Useful speed prevention or annoying busy-bodies?

In my experience the nation and these people in particular think noise is the same as speed. I try not to speed through any country village, certainly never carry excessive speed in built up areas but have often caught the wrath of said people in yellow coats with clip boards and speed guns when not exceeding speed limits but by simply having a quick and sometimes loud car. I did confront one group some years ago in Abbots Bromley who waved at me, pointed and shouted even. I pulled up, got out and confronted them with a simple question.

What did I do wrong?

They had nothing, zero, but remained angry and restored with "you should slow down". The debate went on but we got to the point where it became silly and I walked off (and passed on my views to d'feds in due course). This I have an issue with, people who have anger and use these things as an outpouring for that anger, their agenda clouds them. To them I had a fast car, their mindset was "well he must be going fast and if he isn't he sure will be" and they are probably right....but that is not their job and in said circumstance an irrelevance. Speeding in built up areas is bad, it's dangerous and should be avoided but I can't help and think that these people do little if anything to fix that problem so no, to me a waste of time and place for angry old men to feel powerful once again....which is odd as often they are pretty powerless.
 
Indeed, but none of that is insurmountable.

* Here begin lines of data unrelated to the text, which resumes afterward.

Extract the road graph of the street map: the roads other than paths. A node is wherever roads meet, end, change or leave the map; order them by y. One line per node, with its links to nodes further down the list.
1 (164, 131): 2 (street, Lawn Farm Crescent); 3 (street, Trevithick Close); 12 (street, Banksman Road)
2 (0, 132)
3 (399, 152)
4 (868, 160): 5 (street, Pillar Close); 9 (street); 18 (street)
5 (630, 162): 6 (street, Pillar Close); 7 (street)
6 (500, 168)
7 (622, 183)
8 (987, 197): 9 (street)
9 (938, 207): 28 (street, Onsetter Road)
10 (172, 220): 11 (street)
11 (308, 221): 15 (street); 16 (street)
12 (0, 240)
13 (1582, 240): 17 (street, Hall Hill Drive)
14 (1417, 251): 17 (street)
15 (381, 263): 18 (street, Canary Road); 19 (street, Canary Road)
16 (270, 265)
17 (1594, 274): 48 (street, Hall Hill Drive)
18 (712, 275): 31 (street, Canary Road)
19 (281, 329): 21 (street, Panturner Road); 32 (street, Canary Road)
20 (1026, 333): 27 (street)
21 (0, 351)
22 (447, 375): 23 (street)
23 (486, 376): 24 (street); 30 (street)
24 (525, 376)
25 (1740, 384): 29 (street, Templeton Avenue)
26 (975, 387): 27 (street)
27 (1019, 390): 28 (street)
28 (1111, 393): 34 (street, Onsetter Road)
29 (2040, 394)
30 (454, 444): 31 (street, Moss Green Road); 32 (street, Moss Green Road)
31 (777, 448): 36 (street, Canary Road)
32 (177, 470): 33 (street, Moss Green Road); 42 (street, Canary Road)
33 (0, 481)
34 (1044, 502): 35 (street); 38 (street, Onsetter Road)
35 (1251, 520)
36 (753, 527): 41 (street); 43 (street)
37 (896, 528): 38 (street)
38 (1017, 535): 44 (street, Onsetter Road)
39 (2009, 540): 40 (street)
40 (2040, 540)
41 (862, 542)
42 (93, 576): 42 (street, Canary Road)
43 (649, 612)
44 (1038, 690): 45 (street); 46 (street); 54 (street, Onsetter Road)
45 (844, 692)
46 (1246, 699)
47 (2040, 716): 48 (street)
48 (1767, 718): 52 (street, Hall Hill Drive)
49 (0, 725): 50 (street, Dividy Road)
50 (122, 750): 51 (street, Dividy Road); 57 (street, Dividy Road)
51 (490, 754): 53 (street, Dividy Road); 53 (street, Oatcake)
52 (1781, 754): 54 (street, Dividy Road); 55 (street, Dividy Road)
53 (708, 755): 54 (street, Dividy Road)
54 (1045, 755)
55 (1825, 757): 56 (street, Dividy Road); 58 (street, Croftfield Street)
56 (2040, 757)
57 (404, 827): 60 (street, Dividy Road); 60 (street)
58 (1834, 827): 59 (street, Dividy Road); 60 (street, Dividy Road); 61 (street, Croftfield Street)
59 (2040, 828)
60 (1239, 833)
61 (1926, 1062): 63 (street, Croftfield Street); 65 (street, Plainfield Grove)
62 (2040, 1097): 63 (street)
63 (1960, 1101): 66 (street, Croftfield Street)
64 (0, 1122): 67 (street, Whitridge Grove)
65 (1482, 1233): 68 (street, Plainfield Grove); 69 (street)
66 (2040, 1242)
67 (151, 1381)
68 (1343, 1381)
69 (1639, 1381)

It's not one person's word against another when you have them measured using approved equipment, trained to the required standard and evidenced properly. If done as trained, this is not a difficult task.

Yes thats why I said the evidence was important. But securing evidence requires more than just training the person to use a speed camera. They would, I imagine, need a lot more training about evidence procedures too.

To be fair, prosecutions from volunteers holding speed guns happen all the time very successfully from Special Constables.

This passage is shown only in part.